I got a nice score of a roll of photo paper, and was thinking about using it for a badge I recently completed, but I am not sure if it would be a good idea to laminate it.

Has anyone experienced this sort of thing or should I just experiment myself and see if it works?

In the meantime, I'm going to look into the best way of using a roll of photopaper in my printer.


----------



## Faustus (Apr 5, 2012)

In general the only things to worry about when laminating are:
a) is the paper thin enough to go through the laminator?
b) will the paper or ink react badly to the heat?

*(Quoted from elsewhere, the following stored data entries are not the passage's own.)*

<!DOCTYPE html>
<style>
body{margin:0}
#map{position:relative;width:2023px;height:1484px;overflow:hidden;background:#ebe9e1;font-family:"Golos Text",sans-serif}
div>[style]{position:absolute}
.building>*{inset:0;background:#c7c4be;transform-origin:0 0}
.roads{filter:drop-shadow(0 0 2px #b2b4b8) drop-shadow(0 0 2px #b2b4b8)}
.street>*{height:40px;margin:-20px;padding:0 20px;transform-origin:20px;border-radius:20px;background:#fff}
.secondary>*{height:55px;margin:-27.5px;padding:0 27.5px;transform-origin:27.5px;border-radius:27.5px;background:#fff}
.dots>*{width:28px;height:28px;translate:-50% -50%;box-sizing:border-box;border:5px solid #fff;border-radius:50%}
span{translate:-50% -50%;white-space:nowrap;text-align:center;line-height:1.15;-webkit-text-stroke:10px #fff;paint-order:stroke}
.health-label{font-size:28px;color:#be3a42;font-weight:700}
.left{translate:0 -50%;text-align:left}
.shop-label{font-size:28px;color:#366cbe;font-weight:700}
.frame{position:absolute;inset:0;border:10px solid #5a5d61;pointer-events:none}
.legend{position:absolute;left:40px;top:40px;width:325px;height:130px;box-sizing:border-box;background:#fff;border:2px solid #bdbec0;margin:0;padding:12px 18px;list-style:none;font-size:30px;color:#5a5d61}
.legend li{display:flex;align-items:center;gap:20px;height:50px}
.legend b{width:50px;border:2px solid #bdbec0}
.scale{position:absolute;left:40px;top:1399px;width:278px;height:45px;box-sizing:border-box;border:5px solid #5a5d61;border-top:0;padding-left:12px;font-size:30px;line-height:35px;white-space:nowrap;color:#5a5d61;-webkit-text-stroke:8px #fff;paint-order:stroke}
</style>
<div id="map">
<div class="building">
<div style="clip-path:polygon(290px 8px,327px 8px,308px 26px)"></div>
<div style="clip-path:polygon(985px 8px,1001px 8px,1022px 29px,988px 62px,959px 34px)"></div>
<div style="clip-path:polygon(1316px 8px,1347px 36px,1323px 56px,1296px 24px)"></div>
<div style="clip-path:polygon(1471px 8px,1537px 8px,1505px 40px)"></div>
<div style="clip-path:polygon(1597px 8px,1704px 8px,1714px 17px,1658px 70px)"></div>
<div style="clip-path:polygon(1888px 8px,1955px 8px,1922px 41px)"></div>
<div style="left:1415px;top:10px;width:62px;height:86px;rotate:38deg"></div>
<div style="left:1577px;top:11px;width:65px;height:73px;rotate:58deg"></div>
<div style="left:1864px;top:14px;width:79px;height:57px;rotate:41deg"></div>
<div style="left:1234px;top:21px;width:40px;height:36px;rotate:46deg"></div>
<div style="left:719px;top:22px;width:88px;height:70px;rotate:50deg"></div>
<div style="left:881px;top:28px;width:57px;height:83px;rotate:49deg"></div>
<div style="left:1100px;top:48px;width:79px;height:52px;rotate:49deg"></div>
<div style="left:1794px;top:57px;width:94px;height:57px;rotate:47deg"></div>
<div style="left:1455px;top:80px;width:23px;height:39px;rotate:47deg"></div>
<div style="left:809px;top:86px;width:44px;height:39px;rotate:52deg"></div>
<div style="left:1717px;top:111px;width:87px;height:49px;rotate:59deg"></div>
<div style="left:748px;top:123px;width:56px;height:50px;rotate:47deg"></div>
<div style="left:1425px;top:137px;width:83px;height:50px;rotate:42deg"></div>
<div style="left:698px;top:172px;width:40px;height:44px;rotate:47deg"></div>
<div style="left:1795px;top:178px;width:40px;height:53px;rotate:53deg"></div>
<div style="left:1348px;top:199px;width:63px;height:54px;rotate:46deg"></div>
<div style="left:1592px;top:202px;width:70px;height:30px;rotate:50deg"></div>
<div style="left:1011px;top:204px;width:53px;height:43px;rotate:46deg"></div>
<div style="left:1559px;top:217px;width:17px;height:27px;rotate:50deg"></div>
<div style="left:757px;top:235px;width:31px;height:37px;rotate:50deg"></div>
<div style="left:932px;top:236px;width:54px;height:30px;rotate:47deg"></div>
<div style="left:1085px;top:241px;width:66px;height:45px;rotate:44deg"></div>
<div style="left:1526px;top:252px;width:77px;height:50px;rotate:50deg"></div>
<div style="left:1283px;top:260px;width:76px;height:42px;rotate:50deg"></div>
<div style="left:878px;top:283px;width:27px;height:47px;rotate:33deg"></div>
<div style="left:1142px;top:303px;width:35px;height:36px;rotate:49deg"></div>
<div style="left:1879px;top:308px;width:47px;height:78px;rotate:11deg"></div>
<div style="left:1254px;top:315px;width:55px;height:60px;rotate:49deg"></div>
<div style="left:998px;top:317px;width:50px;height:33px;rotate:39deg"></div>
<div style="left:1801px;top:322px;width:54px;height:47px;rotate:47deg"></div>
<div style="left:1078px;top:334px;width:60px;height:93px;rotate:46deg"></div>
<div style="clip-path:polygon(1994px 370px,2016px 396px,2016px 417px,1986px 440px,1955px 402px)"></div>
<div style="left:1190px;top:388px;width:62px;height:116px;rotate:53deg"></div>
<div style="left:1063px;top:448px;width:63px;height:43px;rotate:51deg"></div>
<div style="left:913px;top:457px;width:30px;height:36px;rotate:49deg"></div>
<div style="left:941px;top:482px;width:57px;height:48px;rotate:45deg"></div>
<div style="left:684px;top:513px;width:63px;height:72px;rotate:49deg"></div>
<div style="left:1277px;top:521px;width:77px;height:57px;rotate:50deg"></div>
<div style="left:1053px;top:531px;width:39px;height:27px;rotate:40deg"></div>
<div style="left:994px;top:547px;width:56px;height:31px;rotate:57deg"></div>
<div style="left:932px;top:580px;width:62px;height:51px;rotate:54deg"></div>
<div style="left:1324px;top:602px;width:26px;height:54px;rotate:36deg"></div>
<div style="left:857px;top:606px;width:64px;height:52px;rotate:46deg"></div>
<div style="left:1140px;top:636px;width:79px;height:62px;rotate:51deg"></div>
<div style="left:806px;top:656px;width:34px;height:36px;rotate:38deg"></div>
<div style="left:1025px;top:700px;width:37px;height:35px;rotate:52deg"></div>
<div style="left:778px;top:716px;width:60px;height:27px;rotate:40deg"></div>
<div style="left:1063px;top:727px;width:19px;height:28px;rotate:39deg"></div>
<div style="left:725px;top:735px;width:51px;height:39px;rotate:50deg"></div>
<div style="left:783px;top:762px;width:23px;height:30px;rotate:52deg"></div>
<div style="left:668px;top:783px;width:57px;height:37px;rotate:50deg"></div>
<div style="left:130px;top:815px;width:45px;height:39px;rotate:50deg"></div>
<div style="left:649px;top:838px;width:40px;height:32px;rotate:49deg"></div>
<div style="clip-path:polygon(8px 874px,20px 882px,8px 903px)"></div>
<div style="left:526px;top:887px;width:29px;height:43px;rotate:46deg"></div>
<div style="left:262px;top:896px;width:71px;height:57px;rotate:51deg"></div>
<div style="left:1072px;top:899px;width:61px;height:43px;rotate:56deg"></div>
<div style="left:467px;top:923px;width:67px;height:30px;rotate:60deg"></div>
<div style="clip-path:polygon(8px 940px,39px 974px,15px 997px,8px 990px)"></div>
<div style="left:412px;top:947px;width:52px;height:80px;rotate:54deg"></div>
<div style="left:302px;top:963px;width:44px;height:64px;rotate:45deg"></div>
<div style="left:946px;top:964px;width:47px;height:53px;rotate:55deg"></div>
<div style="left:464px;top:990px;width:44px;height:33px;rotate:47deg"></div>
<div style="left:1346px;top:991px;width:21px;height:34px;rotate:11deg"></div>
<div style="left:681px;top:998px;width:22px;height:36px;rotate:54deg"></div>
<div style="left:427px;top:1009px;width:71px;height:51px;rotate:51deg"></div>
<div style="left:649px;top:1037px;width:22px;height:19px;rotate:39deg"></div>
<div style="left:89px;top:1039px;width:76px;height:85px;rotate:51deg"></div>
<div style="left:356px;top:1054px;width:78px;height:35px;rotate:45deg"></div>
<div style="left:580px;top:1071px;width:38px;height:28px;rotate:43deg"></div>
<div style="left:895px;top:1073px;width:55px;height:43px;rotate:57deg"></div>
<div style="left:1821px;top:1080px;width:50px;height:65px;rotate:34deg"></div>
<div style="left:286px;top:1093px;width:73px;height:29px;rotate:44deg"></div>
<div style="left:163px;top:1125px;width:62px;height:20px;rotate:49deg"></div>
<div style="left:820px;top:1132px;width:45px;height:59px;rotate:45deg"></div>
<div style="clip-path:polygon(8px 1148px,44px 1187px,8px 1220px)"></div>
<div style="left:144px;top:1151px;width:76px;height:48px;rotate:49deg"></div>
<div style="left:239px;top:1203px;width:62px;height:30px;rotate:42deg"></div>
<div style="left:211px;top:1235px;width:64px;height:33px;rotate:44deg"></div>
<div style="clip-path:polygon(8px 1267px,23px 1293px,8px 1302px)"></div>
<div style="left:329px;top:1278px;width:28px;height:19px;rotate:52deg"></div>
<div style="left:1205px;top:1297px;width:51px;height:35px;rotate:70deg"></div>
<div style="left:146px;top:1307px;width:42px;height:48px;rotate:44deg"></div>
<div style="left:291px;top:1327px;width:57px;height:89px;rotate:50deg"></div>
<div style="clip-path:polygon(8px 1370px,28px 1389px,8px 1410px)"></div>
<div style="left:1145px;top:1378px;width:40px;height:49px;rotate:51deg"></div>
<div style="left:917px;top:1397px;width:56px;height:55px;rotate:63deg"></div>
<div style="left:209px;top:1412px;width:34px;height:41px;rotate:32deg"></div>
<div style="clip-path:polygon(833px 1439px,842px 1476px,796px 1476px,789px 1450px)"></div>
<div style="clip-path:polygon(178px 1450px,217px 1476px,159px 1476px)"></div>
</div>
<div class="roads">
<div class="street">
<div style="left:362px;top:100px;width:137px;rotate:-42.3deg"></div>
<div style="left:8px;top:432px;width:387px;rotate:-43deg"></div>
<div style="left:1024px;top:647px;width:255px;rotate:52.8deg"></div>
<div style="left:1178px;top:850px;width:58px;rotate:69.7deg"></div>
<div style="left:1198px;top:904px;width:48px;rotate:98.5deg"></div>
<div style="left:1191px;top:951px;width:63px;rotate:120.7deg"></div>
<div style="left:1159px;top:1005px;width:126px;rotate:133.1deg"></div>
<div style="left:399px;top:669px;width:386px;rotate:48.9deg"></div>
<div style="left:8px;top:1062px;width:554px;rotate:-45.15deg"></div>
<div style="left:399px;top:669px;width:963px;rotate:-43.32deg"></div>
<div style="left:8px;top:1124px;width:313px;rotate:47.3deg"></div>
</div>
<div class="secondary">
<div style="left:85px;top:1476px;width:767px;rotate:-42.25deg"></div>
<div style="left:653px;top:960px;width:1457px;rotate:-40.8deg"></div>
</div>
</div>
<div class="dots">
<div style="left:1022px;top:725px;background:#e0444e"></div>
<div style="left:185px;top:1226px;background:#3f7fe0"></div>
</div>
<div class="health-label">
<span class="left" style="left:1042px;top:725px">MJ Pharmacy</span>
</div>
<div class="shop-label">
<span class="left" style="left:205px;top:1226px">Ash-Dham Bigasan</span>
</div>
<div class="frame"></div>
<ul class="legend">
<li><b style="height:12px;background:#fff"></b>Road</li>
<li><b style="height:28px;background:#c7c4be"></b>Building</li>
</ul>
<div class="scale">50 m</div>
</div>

In the first case, you probably won't have a problem. Most anything under 160gsm will go through the average laminator. In the second case you are also unlikely to experience any problems, but make sure you dry the ink thoroughly before laminating. Honestly though, there is very little paper stock that can't be laminated.

-F


----------



## KiyaraSabel (Apr 5, 2012)

Thanks for the reply.

Unfortunately it turns out that my printer/ink seems incompatible with the photo paper I have, so I'll have to wait for a different opportunity.


----------



## FireFeathers (Apr 9, 2012)

I laminate photo paper all the time, tis no big and it works just fine.


----------